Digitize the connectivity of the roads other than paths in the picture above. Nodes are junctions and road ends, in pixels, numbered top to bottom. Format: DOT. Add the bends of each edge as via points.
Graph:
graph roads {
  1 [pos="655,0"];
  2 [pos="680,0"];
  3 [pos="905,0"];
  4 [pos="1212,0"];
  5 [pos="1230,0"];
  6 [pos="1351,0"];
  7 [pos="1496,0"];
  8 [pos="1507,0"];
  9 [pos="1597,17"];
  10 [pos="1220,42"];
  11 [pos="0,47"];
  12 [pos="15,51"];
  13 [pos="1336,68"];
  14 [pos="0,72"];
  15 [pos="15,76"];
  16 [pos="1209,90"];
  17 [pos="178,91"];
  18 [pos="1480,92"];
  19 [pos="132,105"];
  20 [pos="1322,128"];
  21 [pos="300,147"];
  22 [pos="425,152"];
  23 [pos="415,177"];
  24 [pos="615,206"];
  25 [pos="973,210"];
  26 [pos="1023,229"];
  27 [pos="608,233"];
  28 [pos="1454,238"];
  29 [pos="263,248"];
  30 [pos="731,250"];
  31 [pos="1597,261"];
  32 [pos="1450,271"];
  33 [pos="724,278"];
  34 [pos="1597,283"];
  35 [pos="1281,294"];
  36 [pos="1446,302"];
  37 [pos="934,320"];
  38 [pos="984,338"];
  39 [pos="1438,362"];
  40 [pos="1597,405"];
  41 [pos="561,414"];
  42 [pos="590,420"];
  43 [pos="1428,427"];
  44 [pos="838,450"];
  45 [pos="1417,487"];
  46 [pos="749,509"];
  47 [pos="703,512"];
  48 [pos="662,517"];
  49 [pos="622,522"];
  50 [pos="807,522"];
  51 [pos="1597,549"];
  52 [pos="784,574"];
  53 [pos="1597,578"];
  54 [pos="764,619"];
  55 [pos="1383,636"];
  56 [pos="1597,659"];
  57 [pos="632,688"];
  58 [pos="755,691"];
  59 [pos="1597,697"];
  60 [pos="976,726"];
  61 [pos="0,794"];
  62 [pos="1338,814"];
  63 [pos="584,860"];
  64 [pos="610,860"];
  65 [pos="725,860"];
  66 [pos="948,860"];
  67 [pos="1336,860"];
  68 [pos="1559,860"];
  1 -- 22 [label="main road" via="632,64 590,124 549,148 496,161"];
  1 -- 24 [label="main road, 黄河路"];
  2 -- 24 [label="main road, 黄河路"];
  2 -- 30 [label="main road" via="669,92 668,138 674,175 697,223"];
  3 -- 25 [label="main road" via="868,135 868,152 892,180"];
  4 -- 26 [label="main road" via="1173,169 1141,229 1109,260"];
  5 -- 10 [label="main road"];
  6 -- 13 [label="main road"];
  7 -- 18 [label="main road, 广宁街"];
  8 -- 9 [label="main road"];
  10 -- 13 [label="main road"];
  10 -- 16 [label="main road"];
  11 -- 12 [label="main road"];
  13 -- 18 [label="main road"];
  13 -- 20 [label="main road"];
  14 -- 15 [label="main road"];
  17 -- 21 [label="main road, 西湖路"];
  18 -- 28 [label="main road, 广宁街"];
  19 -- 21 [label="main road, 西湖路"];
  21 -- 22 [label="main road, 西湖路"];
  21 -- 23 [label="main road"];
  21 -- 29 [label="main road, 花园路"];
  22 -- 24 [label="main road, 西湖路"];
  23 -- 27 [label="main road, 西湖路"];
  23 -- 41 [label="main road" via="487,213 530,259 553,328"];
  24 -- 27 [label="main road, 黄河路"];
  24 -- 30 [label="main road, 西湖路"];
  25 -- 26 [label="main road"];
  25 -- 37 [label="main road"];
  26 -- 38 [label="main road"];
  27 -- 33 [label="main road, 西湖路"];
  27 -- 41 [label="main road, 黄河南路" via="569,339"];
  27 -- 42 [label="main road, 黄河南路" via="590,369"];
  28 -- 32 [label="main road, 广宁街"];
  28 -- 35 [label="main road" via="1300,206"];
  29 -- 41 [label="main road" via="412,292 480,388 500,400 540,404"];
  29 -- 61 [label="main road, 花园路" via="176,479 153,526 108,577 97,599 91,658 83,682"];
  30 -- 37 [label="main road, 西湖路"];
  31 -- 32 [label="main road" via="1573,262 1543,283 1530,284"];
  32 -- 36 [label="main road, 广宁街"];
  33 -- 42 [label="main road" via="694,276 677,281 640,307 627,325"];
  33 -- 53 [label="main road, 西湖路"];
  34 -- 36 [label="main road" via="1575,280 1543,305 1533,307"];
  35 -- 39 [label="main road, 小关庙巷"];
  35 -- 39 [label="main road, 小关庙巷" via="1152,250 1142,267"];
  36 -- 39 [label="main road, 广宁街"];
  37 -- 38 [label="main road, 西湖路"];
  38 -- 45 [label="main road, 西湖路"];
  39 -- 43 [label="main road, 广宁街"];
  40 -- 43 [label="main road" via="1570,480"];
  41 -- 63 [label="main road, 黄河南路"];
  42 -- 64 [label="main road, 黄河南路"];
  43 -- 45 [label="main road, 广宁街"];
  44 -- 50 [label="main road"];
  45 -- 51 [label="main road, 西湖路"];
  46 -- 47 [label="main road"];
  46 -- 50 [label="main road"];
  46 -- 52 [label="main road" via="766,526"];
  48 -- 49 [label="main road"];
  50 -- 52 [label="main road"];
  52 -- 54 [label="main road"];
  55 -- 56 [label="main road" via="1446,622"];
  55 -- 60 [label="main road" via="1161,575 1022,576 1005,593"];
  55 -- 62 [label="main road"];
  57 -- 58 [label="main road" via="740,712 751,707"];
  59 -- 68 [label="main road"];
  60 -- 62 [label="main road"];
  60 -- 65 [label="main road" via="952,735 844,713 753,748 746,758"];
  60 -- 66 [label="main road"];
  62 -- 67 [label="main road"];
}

************

Give the material above again, word for word.

Digitize the connectivity of the roads other than paths in the picture above. Nodes are junctions and road ends, in pixels, numbered top to bottom. Format: DOT. Add the bends of each edge as via points.
Graph:
graph roads {
  1 [pos="655,0"];
  2 [pos="680,0"];
  3 [pos="905,0"];
  4 [pos="1212,0"];
  5 [pos="1230,0"];
  6 [pos="1351,0"];
  7 [pos="1496,0"];
  8 [pos="1507,0"];
  9 [pos="1597,17"];
  10 [pos="1220,42"];
  11 [pos="0,47"];
  12 [pos="15,51"];
  13 [pos="1336,68"];
  14 [pos="0,72"];
  15 [pos="15,76"];
  16 [pos="1209,90"];
  17 [pos="178,91"];
  18 [pos="1480,92"];
  19 [pos="132,105"];
  20 [pos="1322,128"];
  21 [pos="300,147"];
  22 [pos="425,152"];
  23 [pos="415,177"];
  24 [pos="615,206"];
  25 [pos="973,210"];
  26 [pos="1023,229"];
  27 [pos="608,233"];
  28 [pos="1454,238"];
  29 [pos="263,248"];
  30 [pos="731,250"];
  31 [pos="1597,261"];
  32 [pos="1450,271"];
  33 [pos="724,278"];
  34 [pos="1597,283"];
  35 [pos="1281,294"];
  36 [pos="1446,302"];
  37 [pos="934,320"];
  38 [pos="984,338"];
  39 [pos="1438,362"];
  40 [pos="1597,405"];
  41 [pos="561,414"];
  42 [pos="590,420"];
  43 [pos="1428,427"];
  44 [pos="838,450"];
  45 [pos="1417,487"];
  46 [pos="749,509"];
  47 [pos="703,512"];
  48 [pos="662,517"];
  49 [pos="622,522"];
  50 [pos="807,522"];
  51 [pos="1597,549"];
  52 [pos="784,574"];
  53 [pos="1597,578"];
  54 [pos="764,619"];
  55 [pos="1383,636"];
  56 [pos="1597,659"];
  57 [pos="632,688"];
  58 [pos="755,691"];
  59 [pos="1597,697"];
  60 [pos="976,726"];
  61 [pos="0,794"];
  62 [pos="1338,814"];
  63 [pos="584,860"];
  64 [pos="610,860"];
  65 [pos="725,860"];
  66 [pos="948,860"];
  67 [pos="1336,860"];
  68 [pos="1559,860"];
  1 -- 22 [label="main road" via="632,64 590,124 549,148 496,161"];
  1 -- 24 [label="main road, 黄河路"];
  2 -- 24 [label="main road, 黄河路"];
  2 -- 30 [label="main road" via="669,92 668,138 674,175 697,223"];
  3 -- 25 [label="main road" via="868,135 868,152 892,180"];
  4 -- 26 [label="main road" via="1173,169 1141,229 1109,260"];
  5 -- 10 [label="main road"];
  6 -- 13 [label="main road"];
  7 -- 18 [label="main road, 广宁街"];
  8 -- 9 [label="main road"];
  10 -- 13 [label="main road"];
  10 -- 16 [label="main road"];
  11 -- 12 [label="main road"];
  13 -- 18 [label="main road"];
  13 -- 20 [label="main road"];
  14 -- 15 [label="main road"];
  17 -- 21 [label="main road, 西湖路"];
  18 -- 28 [label="main road, 广宁街"];
  19 -- 21 [label="main road, 西湖路"];
  21 -- 22 [label="main road, 西湖路"];
  21 -- 23 [label="main road"];
  21 -- 29 [label="main road, 花园路"];
  22 -- 24 [label="main road, 西湖路"];
  23 -- 27 [label="main road, 西湖路"];
  23 -- 41 [label="main road" via="487,213 530,259 553,328"];
  24 -- 27 [label="main road, 黄河路"];
  24 -- 30 [label="main road, 西湖路"];
  25 -- 26 [label="main road"];
  25 -- 37 [label="main road"];
  26 -- 38 [label="main road"];
  27 -- 33 [label="main road, 西湖路"];
  27 -- 41 [label="main road, 黄河南路" via="569,339"];
  27 -- 42 [label="main road, 黄河南路" via="590,369"];
  28 -- 32 [label="main road, 广宁街"];
  28 -- 35 [label="main road" via="1300,206"];
  29 -- 41 [label="main road" via="412,292 480,388 500,400 540,404"];
  29 -- 61 [label="main road, 花园路" via="176,479 153,526 108,577 97,599 91,658 83,682"];
  30 -- 37 [label="main road, 西湖路"];
  31 -- 32 [label="main road" via="1573,262 1543,283 1530,284"];
  32 -- 36 [label="main road, 广宁街"];
  33 -- 42 [label="main road" via="694,276 677,281 640,307 627,325"];
  33 -- 53 [label="main road, 西湖路"];
  34 -- 36 [label="main road" via="1575,280 1543,305 1533,307"];
  35 -- 39 [label="main road, 小关庙巷"];
  35 -- 39 [label="main road, 小关庙巷" via="1152,250 1142,267"];
  36 -- 39 [label="main road, 广宁街"];
  37 -- 38 [label="main road, 西湖路"];
  38 -- 45 [label="main road, 西湖路"];
  39 -- 43 [label="main road, 广宁街"];
  40 -- 43 [label="main road" via="1570,480"];
  41 -- 63 [label="main road, 黄河南路"];
  42 -- 64 [label="main road, 黄河南路"];
  43 -- 45 [label="main road, 广宁街"];
  44 -- 50 [label="main road"];
  45 -- 51 [label="main road, 西湖路"];
  46 -- 47 [label="main road"];
  46 -- 50 [label="main road"];
  46 -- 52 [label="main road" via="766,526"];
  48 -- 49 [label="main road"];
  50 -- 52 [label="main road"];
  52 -- 54 [label="main road"];
  55 -- 56 [label="main road" via="1446,622"];
  55 -- 60 [label="main road" via="1161,575 1022,576 1005,593"];
  55 -- 62 [label="main road"];
  57 -- 58 [label="main road" via="740,712 751,707"];
  59 -- 68 [label="main road"];
  60 -- 62 [label="main road"];
  60 -- 65 [label="main road" via="952,735 844,713 753,748 746,758"];
  60 -- 66 [label="main road"];
  62 -- 67 [label="main road"];
}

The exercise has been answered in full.